*** Provided data Section Begins ***
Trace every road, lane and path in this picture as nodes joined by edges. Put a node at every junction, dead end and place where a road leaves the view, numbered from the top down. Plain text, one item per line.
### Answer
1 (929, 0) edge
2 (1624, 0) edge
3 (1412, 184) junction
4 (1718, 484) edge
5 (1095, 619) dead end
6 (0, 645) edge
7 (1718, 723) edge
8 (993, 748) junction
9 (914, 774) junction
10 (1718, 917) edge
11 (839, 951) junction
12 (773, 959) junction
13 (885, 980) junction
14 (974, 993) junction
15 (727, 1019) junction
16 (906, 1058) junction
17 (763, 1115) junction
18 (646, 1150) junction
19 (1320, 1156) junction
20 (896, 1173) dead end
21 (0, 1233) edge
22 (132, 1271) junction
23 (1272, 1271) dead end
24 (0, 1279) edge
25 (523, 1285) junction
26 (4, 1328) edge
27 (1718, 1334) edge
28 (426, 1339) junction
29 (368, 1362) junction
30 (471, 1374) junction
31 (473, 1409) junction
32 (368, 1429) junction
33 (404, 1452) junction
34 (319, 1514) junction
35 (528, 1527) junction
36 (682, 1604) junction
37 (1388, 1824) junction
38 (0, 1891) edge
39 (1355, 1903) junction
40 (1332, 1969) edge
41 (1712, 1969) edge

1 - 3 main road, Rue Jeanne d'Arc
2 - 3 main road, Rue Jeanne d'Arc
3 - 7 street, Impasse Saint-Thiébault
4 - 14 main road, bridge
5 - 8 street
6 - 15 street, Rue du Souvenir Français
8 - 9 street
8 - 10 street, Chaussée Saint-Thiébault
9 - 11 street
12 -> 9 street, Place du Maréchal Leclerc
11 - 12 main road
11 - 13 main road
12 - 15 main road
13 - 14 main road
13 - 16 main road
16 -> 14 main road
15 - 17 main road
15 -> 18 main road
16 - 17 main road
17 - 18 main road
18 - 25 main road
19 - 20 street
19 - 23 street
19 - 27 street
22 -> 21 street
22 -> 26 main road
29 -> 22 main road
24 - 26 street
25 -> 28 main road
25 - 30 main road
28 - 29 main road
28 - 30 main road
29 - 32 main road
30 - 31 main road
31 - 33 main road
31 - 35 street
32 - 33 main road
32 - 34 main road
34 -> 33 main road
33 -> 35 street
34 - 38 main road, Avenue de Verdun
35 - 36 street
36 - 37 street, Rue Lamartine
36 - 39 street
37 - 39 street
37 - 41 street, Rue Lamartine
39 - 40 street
*** Provided data Section Ends ***
__Task statement__.
What lines of the data include the word "Lamartine"? Copy each of them.

__Answer__.
36 - 37 street, Rue Lamartine
37 - 41 street, Rue Lamartine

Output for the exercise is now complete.